• Exercise details:
Search the data below for the string "Give". Extract every line that contains it.
+-------+
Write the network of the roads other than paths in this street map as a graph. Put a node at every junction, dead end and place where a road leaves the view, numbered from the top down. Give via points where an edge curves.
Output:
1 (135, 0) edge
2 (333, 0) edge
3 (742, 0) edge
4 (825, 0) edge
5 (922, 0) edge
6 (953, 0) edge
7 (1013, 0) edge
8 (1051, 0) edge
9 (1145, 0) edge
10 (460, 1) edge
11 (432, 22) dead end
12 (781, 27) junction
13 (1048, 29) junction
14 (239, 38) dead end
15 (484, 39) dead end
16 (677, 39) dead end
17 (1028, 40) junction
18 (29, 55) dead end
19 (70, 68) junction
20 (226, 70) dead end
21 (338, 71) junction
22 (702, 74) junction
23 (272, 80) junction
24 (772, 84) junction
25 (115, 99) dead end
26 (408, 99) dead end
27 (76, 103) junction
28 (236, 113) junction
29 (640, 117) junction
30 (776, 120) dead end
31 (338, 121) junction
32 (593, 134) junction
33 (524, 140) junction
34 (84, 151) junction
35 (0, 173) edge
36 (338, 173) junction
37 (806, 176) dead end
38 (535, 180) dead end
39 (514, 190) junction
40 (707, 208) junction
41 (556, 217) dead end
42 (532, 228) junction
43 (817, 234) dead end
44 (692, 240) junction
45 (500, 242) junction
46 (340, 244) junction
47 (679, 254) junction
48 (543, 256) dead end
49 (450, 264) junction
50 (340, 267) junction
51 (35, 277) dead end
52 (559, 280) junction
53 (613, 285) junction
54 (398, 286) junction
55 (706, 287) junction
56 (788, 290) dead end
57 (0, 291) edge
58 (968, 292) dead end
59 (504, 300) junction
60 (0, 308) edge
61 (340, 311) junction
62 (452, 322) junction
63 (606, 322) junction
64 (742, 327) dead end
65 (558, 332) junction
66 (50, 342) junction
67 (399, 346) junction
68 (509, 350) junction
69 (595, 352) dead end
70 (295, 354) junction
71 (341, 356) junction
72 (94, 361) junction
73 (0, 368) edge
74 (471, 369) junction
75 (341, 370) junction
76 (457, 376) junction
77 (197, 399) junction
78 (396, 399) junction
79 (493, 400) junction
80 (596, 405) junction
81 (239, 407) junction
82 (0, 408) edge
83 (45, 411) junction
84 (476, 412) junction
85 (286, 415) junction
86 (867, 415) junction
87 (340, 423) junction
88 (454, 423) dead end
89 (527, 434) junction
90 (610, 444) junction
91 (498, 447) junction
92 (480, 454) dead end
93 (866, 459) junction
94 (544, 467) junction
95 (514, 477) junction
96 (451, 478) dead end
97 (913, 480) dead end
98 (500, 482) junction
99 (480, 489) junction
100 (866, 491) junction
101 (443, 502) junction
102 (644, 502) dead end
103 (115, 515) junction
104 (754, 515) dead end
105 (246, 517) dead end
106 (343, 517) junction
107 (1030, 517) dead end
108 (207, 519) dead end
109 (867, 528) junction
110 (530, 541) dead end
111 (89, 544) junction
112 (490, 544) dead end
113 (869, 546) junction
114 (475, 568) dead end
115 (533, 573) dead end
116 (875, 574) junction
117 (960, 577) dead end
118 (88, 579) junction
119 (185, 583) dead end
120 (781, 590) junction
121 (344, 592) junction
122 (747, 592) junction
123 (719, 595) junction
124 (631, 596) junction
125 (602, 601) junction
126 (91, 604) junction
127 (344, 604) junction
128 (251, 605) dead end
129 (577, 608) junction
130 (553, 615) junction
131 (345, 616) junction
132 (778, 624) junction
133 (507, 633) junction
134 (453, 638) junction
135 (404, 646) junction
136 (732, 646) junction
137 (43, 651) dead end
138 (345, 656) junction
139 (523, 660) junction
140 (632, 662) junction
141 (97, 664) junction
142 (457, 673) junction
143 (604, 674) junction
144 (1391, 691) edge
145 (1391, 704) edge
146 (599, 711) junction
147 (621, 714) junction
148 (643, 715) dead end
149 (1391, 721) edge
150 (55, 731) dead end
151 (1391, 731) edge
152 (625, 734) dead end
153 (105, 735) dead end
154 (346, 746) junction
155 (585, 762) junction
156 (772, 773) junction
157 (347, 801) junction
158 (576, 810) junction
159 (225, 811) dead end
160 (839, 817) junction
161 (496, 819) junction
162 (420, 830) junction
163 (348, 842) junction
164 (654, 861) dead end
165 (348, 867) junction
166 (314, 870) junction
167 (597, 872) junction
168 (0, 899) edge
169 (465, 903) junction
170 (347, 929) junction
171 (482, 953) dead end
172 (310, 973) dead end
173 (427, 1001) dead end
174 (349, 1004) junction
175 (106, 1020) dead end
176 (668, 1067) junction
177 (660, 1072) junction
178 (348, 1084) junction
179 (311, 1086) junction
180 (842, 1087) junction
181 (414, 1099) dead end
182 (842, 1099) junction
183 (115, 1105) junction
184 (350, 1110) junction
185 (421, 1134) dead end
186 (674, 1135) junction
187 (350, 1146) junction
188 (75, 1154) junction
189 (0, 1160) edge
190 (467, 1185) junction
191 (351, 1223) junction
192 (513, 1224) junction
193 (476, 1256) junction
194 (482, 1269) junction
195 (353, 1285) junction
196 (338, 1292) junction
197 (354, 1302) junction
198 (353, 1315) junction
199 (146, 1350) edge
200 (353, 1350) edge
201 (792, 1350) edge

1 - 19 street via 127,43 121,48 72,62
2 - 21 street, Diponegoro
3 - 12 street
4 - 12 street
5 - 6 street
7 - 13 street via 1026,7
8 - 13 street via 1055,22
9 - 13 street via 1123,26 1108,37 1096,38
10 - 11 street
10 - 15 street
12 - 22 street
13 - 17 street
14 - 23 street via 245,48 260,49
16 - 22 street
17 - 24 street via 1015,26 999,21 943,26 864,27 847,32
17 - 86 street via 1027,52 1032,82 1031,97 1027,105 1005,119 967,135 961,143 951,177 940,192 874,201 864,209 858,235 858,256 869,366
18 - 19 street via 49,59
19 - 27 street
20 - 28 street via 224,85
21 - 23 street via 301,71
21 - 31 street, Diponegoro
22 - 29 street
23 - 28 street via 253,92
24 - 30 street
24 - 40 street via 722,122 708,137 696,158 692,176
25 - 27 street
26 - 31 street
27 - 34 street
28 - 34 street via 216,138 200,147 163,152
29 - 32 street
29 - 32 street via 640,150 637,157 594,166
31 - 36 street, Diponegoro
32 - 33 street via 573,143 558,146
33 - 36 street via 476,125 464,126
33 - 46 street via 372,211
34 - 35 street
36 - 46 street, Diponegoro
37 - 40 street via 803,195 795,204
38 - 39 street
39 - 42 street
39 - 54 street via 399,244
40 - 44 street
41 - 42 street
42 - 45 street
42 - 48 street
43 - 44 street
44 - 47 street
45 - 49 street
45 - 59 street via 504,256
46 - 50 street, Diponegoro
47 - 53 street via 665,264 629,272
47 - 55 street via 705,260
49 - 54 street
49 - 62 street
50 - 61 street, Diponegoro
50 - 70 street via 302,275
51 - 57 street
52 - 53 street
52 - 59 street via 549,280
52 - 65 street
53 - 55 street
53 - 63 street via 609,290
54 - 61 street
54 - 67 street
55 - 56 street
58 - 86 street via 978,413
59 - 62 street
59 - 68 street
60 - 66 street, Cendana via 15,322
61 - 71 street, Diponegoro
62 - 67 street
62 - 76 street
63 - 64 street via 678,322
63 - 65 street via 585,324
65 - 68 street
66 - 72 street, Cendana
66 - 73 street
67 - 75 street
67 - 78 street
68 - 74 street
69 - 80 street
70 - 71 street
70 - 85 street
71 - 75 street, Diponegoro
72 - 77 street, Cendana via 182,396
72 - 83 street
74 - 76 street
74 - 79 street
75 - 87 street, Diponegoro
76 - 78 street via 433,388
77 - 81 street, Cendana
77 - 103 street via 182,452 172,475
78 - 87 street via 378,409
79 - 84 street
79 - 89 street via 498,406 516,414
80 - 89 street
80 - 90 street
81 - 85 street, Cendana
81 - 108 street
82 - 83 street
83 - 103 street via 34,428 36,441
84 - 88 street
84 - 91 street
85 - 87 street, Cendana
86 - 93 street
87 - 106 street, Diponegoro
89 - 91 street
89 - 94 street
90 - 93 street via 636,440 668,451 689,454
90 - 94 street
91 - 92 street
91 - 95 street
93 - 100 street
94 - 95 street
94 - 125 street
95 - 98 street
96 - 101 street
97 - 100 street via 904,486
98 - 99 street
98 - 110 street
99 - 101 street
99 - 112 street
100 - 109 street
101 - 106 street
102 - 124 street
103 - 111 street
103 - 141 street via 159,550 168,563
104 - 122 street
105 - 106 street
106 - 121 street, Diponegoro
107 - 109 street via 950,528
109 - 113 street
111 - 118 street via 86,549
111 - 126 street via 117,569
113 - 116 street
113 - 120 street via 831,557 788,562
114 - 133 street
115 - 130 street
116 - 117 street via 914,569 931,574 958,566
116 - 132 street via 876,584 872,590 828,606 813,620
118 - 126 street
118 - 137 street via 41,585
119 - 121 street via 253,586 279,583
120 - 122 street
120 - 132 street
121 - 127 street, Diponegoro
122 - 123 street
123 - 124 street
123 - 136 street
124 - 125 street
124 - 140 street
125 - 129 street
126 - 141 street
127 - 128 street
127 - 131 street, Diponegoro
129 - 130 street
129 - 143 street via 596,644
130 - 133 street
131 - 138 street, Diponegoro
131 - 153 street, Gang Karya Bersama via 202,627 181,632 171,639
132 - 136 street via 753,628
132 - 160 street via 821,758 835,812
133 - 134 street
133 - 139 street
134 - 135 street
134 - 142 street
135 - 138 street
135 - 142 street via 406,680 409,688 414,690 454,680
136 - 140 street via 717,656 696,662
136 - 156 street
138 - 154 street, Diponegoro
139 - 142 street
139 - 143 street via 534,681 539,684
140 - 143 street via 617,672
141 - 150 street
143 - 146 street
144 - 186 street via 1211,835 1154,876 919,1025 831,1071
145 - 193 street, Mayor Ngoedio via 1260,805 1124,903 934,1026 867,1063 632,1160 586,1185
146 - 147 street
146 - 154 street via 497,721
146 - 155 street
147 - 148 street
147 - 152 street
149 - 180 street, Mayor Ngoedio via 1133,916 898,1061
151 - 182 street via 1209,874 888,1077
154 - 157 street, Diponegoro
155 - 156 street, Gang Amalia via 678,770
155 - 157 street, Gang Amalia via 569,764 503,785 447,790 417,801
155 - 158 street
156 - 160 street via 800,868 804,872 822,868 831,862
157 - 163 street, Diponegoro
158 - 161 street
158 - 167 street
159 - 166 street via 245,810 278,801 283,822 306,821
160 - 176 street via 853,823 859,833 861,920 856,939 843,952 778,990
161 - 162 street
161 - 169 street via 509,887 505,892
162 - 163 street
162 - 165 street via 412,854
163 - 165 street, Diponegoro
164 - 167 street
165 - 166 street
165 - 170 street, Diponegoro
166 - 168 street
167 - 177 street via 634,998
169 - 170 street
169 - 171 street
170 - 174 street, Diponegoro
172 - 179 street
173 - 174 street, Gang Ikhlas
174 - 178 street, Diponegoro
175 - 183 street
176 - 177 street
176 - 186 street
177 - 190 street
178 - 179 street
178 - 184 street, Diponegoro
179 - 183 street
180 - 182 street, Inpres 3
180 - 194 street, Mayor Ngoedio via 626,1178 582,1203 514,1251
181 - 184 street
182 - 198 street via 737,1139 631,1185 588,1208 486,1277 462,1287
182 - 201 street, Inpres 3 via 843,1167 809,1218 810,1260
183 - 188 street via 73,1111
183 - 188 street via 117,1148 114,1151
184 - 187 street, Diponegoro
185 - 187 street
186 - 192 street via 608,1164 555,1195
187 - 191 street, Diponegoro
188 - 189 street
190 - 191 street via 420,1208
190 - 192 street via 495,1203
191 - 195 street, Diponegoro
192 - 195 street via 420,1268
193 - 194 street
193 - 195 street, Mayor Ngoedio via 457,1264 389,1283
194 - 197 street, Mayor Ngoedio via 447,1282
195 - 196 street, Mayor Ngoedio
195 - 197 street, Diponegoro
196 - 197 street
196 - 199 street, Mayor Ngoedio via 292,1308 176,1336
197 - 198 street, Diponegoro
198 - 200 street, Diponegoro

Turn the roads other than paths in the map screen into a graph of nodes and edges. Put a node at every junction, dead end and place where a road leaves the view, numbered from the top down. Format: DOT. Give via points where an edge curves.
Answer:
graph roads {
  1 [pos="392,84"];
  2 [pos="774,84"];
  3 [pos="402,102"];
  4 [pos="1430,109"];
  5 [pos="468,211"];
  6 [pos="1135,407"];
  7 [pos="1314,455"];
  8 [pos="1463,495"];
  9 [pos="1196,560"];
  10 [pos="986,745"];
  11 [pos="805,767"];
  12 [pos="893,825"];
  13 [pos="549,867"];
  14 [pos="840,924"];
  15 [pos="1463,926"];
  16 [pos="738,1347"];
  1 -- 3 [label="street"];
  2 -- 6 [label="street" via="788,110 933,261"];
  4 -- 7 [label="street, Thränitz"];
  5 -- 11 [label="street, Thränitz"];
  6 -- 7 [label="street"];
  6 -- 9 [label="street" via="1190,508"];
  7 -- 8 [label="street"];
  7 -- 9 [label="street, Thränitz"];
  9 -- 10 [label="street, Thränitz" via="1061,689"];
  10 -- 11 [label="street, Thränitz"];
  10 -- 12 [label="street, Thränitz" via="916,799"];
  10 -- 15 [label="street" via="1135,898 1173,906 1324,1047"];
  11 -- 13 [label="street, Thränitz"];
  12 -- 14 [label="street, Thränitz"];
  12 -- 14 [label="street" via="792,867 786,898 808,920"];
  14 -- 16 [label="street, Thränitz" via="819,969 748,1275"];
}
+-------+
• Written solution:
Write the network of the roads other than paths in this street map as a graph. Put a node at every junction, dead end and place where a road leaves the view, numbered from the top down. Give via points where an edge curves.
Turn the roads other than paths in the map screen into a graph of nodes and edges. Put a node at every junction, dead end and place where a road leaves the view, numbered from the top down. Format: DOT. Give via points where an edge curves.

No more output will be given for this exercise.